PROBLEM TO SOLVE: Copy each line of the records below that has "Devonport" in it.
━━━━━━━━━━━━━━━━━━━━
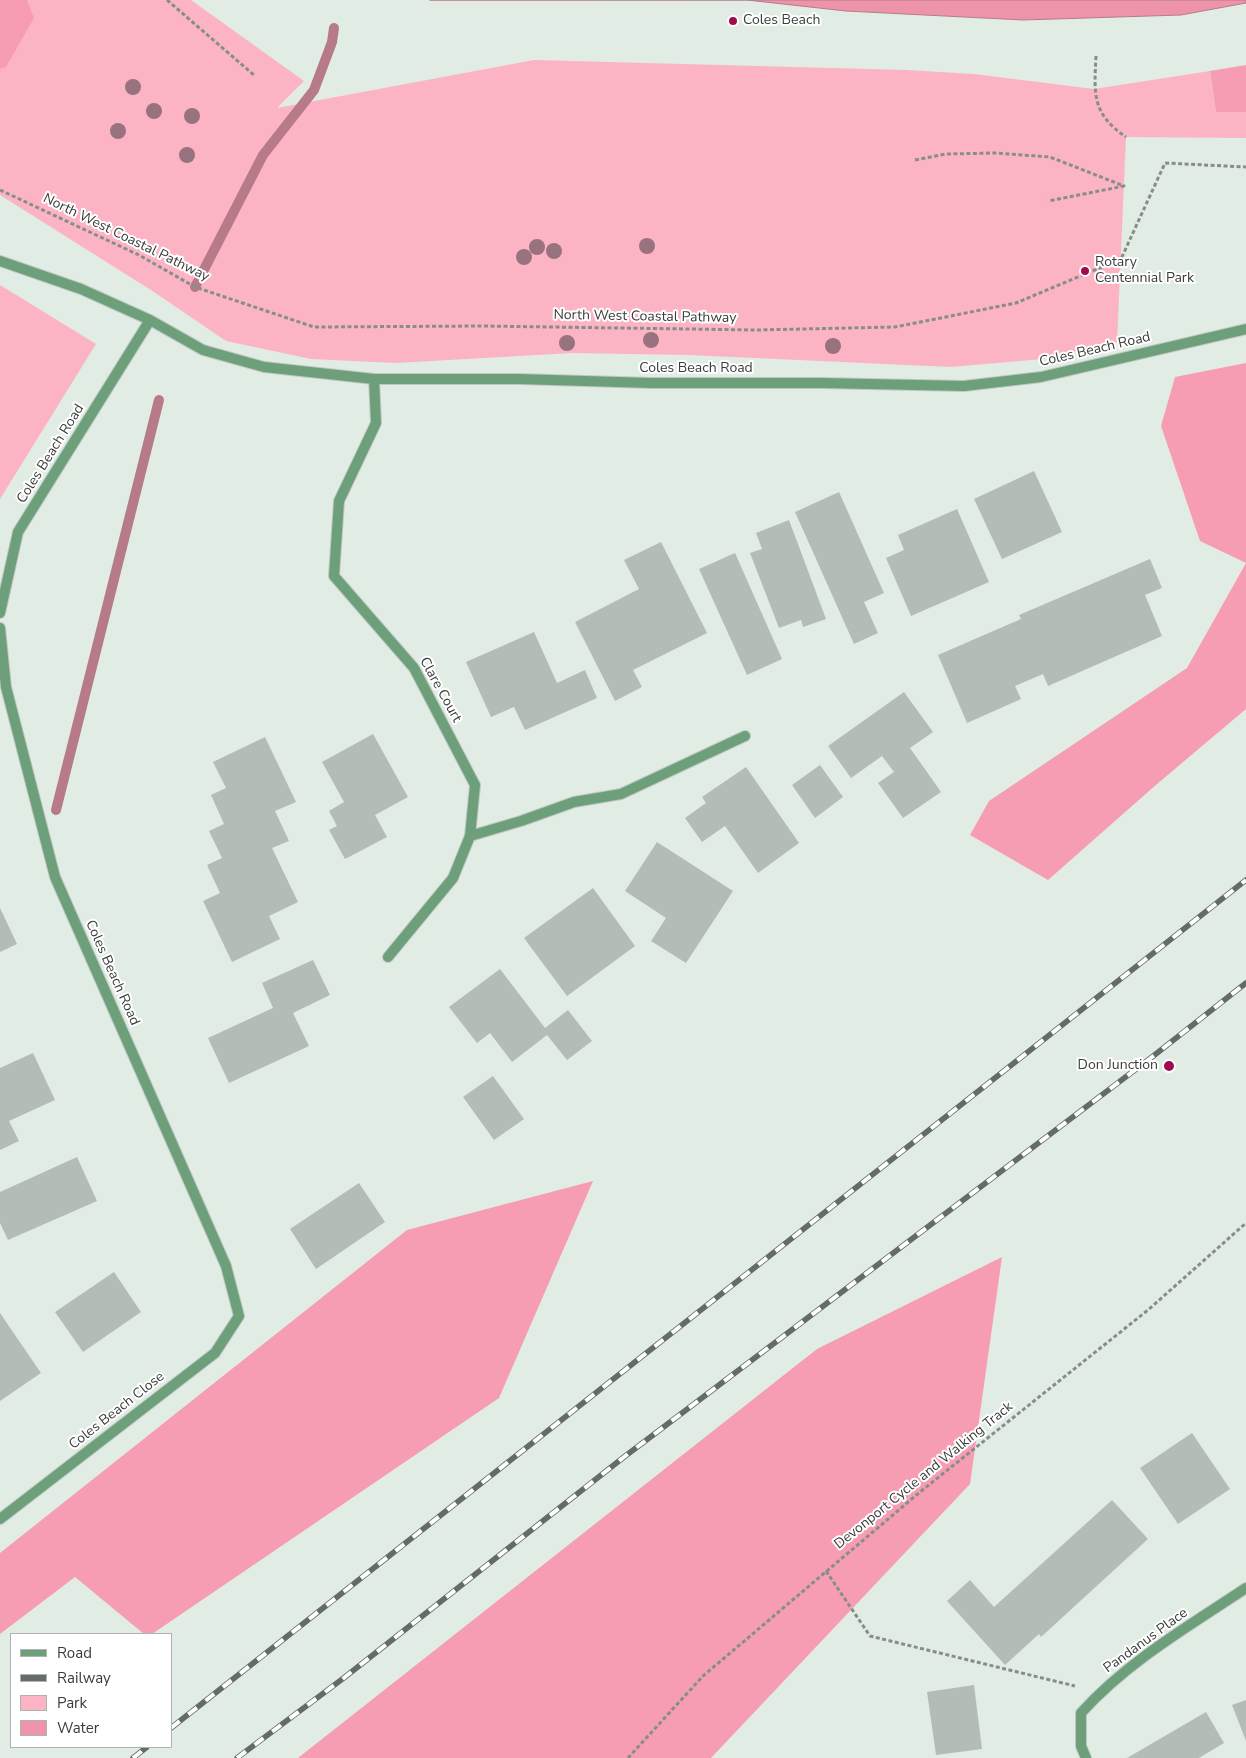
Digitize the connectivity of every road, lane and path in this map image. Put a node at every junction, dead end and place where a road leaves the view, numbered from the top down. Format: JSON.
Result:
{"nodes":[{"id":1,"x":167,"y":0,"type":"edge"},
{"id":2,"x":1096,"y":56,"type":"dead end"},
{"id":3,"x":255,"y":76,"type":"dead end"},
{"id":4,"x":1126,"y":137,"type":"dead end"},
{"id":5,"x":915,"y":160,"type":"dead end"},
{"id":6,"x":1246,"y":167,"type":"edge"},
{"id":7,"x":0,"y":190,"type":"edge"},
{"id":8,"x":1048,"y":201,"type":"dead end"},
{"id":9,"x":0,"y":261,"type":"edge"},
{"id":10,"x":150,"y":320,"type":"junction"},
{"id":11,"x":1246,"y":329,"type":"edge"},
{"id":12,"x":374,"y":379,"type":"junction"},
{"id":13,"x":0,"y":613,"type":"edge"},
{"id":14,"x":0,"y":628,"type":"edge"},
{"id":15,"x":745,"y":736,"type":"dead end"},
{"id":16,"x":470,"y":836,"type":"junction"},
{"id":17,"x":388,"y":957,"type":"dead end"},
{"id":18,"x":1246,"y":1223,"type":"edge"},
{"id":19,"x":240,"y":1316,"type":"joint"},
{"id":20,"x":0,"y":1519,"type":"edge"},
{"id":21,"x":826,"y":1571,"type":"junction"},
{"id":22,"x":1246,"y":1588,"type":"edge"},
{"id":23,"x":1100,"y":1692,"type":"junction"},
{"id":24,"x":628,"y":1758,"type":"edge"},
{"id":25,"x":1086,"y":1758,"type":"edge"}],
"edges":[{"from":1,"to":3,"type":"path"},
{"from":2,"to":4,"type":"path"},
{"from":5,"to":8,"type":"path"},
{"from":6,"to":7,"type":"path","name":"North West Coastal Pathway"},
{"from":9,"to":10,"type":"street","name":"Coles Beach Road"},
{"from":10,"to":12,"type":"street","name":"Coles Beach Road"},
{"from":10,"to":13,"type":"street","name":"Coles Beach Road"},
{"from":11,"to":12,"type":"street","name":"Coles Beach Road"},
{"from":12,"to":16,"type":"street","name":"Clare Court"},
{"from":14,"to":19,"type":"street","name":"Coles Beach Road"},
{"from":15,"to":16,"type":"street"},
{"from":16,"to":17,"type":"street","name":"Clare Court"},
{"from":18,"to":21,"type":"path","name":"Devonport Cycle and Walking Track"},
{"from":19,"to":20,"type":"street","name":"Coles Beach Close"},
{"from":21,"to":23,"type":"path"},
{"from":21,"to":24,"type":"path","name":"Devonport Cycle and Walking Track"},
{"from":22,"to":23,"type":"street","name":"Pandanus Place"},
{"from":23,"to":25,"type":"street","name":"Pandanus Place"}]}
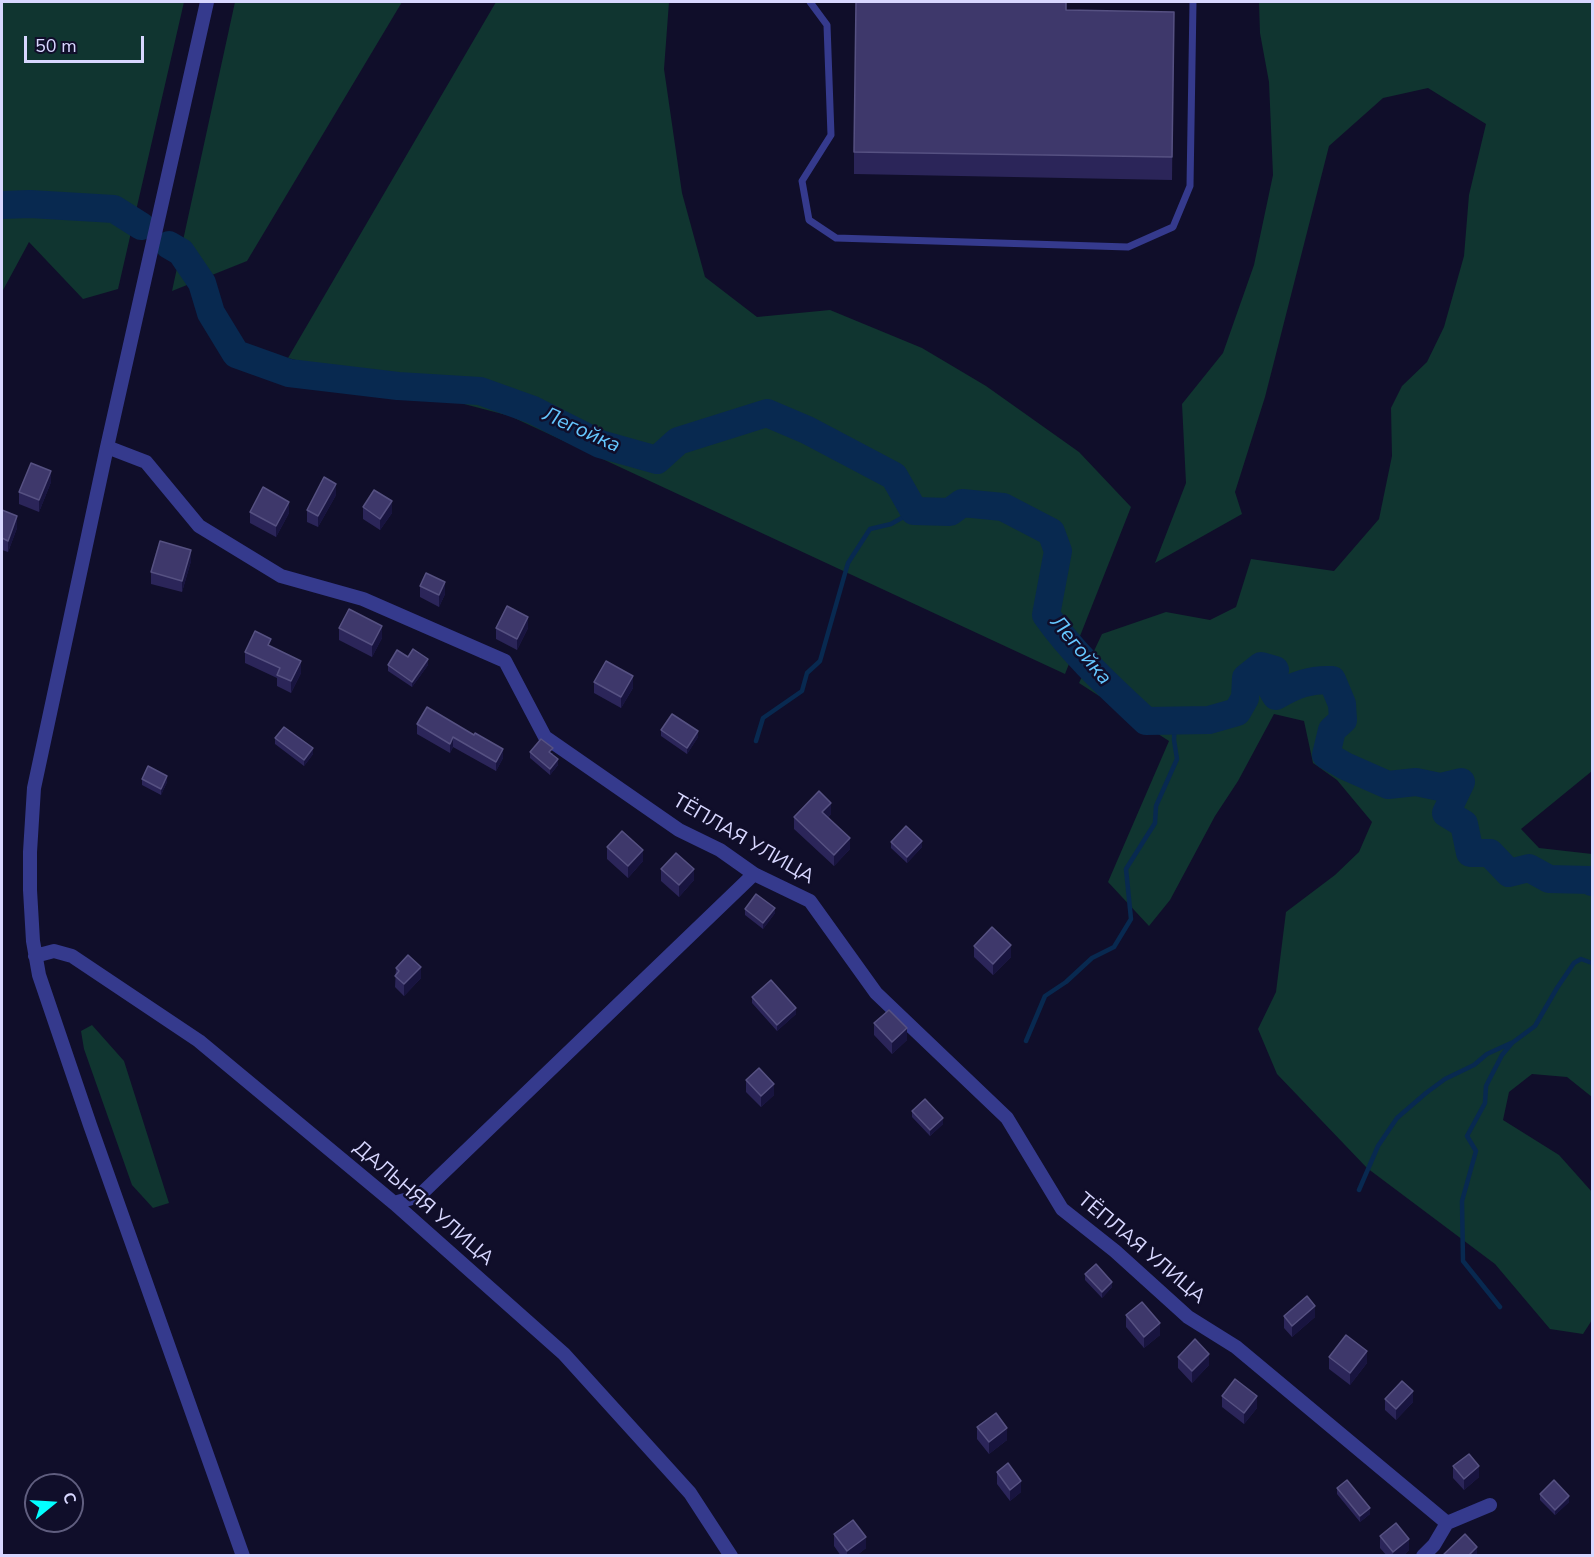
━━━━━━━━━━━━━━━━━━━━
SOLUTION TO THE PROBLEM:
{"from":18,"to":21,"type":"path","name":"Devonport Cycle and Walking Track"},
{"from":21,"to":24,"type":"path","name":"Devonport Cycle and Walking Track"},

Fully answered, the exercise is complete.